> [Your task]
Where "this" occurs in a line of the entries below, copy that line.

> [Listed entries]
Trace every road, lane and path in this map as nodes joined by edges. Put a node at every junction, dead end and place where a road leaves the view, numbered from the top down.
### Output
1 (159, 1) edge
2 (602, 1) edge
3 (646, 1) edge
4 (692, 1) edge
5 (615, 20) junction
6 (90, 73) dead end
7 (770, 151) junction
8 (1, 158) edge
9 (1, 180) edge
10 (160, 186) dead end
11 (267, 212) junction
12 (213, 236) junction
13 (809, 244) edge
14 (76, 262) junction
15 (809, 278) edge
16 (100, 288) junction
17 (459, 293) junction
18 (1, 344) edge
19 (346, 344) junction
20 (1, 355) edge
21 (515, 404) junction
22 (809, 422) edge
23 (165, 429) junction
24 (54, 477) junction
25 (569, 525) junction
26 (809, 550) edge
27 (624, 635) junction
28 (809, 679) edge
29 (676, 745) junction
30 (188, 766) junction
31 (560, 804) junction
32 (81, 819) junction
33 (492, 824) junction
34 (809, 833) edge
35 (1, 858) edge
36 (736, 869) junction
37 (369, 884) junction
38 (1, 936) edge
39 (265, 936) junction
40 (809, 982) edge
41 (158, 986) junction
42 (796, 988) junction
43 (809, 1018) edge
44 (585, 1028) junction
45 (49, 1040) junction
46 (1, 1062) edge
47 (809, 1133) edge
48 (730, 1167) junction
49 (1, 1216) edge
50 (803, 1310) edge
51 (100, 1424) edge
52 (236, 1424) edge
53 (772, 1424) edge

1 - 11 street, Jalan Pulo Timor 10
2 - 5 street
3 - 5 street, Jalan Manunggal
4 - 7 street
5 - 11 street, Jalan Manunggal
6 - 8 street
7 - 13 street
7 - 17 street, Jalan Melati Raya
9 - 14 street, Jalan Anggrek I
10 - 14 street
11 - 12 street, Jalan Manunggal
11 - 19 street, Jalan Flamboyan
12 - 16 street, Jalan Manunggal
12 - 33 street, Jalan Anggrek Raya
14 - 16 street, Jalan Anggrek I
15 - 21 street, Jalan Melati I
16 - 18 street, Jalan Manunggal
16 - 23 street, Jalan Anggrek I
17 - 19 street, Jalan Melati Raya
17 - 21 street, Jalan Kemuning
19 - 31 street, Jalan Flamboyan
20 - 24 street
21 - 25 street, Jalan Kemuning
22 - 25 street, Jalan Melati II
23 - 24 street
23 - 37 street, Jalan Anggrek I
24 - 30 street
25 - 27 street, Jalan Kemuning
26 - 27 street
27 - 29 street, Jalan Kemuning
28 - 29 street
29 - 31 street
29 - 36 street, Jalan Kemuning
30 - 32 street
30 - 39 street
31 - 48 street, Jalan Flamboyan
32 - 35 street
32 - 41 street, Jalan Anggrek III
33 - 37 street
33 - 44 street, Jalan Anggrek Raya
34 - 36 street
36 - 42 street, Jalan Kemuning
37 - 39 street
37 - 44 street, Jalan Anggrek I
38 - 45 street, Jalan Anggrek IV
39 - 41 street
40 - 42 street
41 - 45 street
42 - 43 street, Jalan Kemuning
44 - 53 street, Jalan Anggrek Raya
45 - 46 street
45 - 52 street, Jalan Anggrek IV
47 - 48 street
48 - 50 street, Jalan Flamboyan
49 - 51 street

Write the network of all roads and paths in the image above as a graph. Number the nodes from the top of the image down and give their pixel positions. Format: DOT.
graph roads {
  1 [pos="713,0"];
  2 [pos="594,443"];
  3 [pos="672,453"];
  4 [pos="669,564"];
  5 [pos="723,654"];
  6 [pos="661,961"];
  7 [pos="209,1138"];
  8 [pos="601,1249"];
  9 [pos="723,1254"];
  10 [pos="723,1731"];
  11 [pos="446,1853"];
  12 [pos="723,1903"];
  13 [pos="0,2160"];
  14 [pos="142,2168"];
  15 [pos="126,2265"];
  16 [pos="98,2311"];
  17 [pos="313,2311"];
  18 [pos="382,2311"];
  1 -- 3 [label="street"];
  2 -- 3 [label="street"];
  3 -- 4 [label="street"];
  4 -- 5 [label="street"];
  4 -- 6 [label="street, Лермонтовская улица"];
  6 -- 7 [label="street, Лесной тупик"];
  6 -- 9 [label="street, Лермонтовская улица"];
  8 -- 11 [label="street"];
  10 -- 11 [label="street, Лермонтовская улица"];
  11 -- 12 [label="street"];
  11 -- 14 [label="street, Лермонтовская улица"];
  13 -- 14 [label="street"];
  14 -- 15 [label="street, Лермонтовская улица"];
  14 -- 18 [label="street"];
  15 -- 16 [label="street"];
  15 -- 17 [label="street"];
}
==
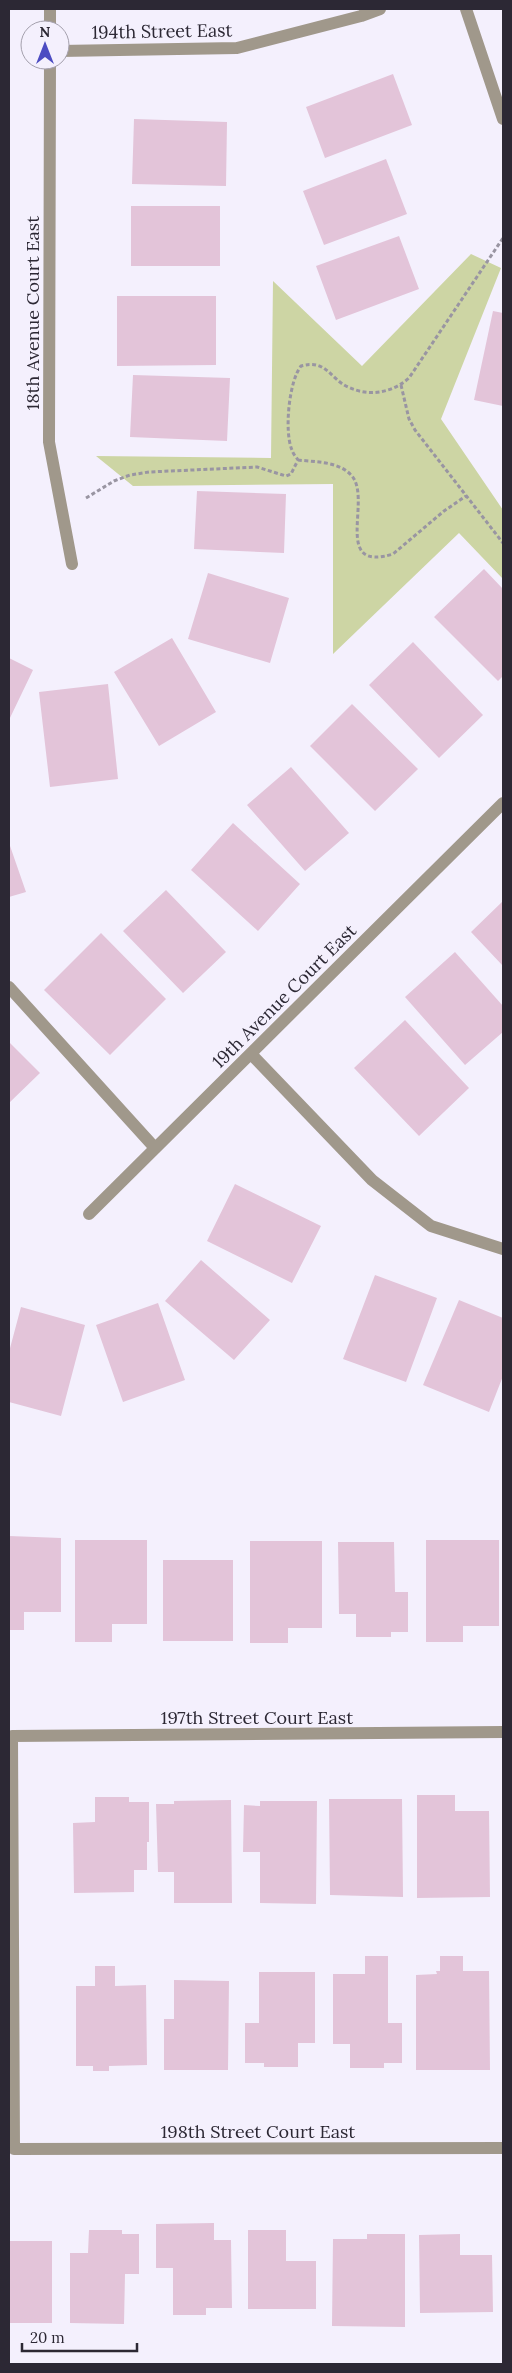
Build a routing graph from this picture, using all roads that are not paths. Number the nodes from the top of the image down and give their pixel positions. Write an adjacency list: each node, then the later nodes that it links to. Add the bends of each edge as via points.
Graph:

> [Solution]
Trace every road, lane and path in this map as nodes joined by edges. Put a node at every junction, dead end and place where a road leaves the view, numbered from the top down.
Build a routing graph from this picture, using all roads that are not paths. Number the nodes from the top of the image down and give their pixel positions. Write an adjacency list: each node, then the later nodes that it links to. Add the bends of each edge as via points.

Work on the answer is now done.